* **Excerpted data**
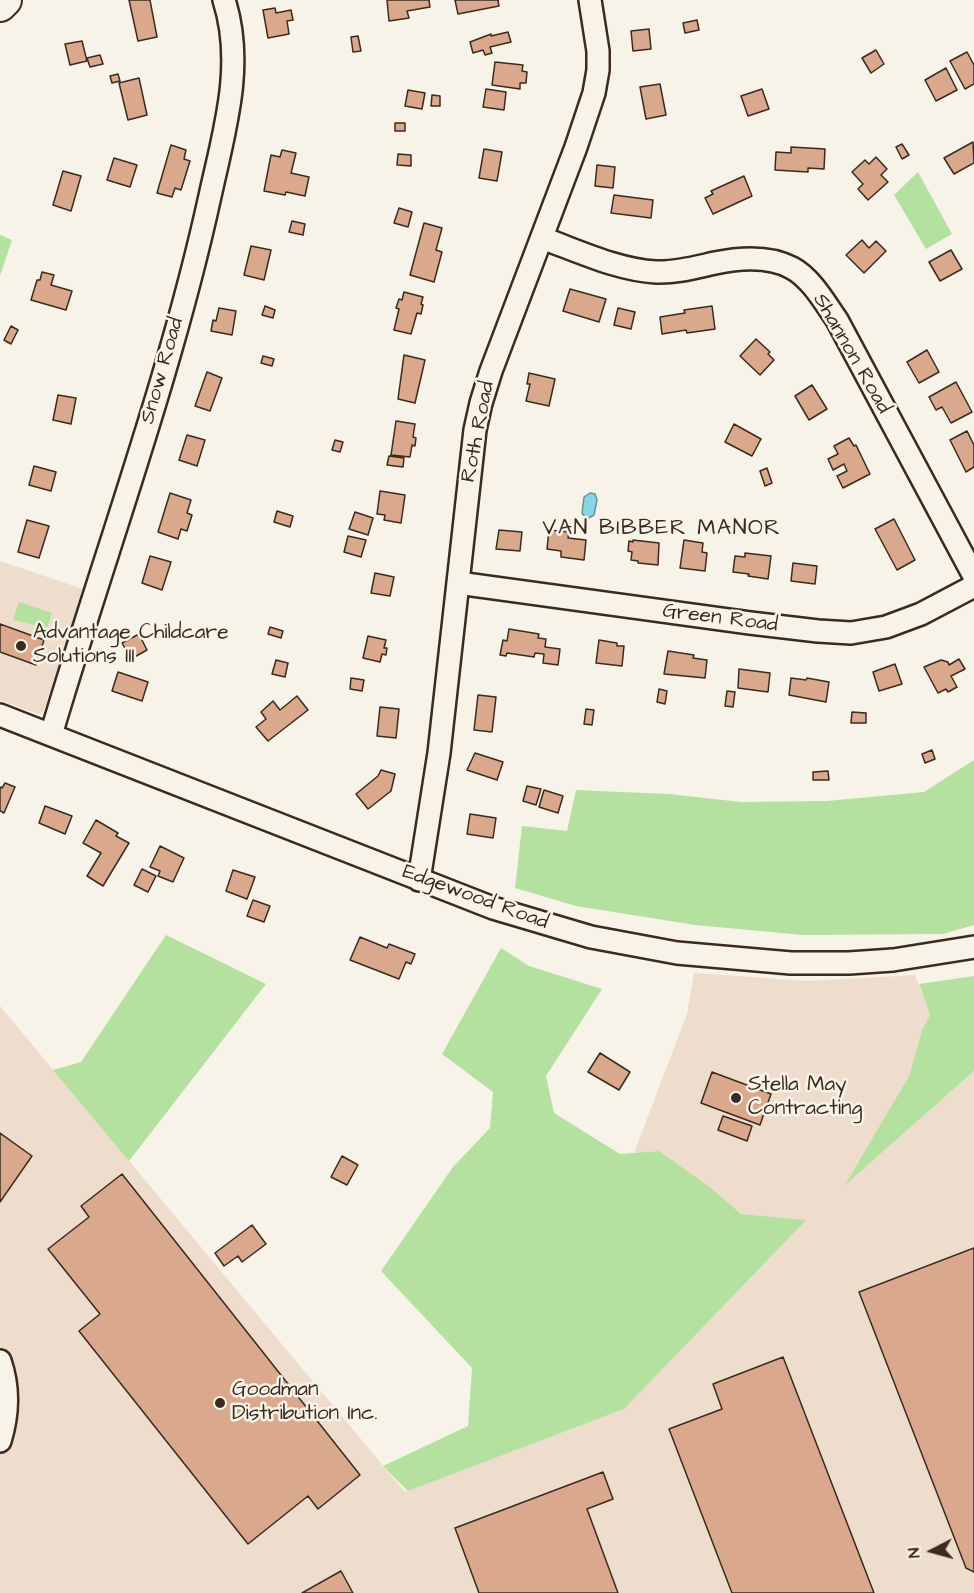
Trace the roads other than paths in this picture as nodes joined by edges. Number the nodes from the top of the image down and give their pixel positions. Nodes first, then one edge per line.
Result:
1 (5, 0) edge
2 (224, 0) edge
3 (590, 0) edge
4 (0, 5) edge
5 (542, 238) junction
6 (974, 576) edge
7 (458, 584) junction
8 (974, 586) edge
9 (0, 715) edge
10 (51, 735) junction
11 (420, 880) junction
12 (974, 947) edge
13 (0, 1361) edge
14 (0, 1441) edge

1 - 4 highway
2 - 10 street, Snow Road
3 - 5 street, Roth Road
5 - 6 street, Shannon Road
5 - 7 street, Roth Road
7 - 8 street, Green Road
7 - 11 street, Roth Road
9 - 10 street, Edgewood Road
10 - 11 street, Edgewood Road
11 - 12 street, Edgewood Road
13 - 14 street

* **Task item**
All of the material above goes into the copy exactly as is; the pictures do not.

* **Output of the exercise**
Trace the roads other than paths in this picture as nodes joined by edges. Number the nodes from the top of the image down and give their pixel positions. Nodes first, then one edge per line.
Result:
1 (5, 0) edge
2 (224, 0) edge
3 (590, 0) edge
4 (0, 5) edge
5 (542, 238) junction
6 (974, 576) edge
7 (458, 584) junction
8 (974, 586) edge
9 (0, 715) edge
10 (51, 735) junction
11 (420, 880) junction
12 (974, 947) edge
13 (0, 1361) edge
14 (0, 1441) edge

1 - 4 highway
2 - 10 street, Snow Road
3 - 5 street, Roth Road
5 - 6 street, Shannon Road
5 - 7 street, Roth Road
7 - 8 street, Green Road
7 - 11 street, Roth Road
9 - 10 street, Edgewood Road
10 - 11 street, Edgewood Road
11 - 12 street, Edgewood Road
13 - 14 street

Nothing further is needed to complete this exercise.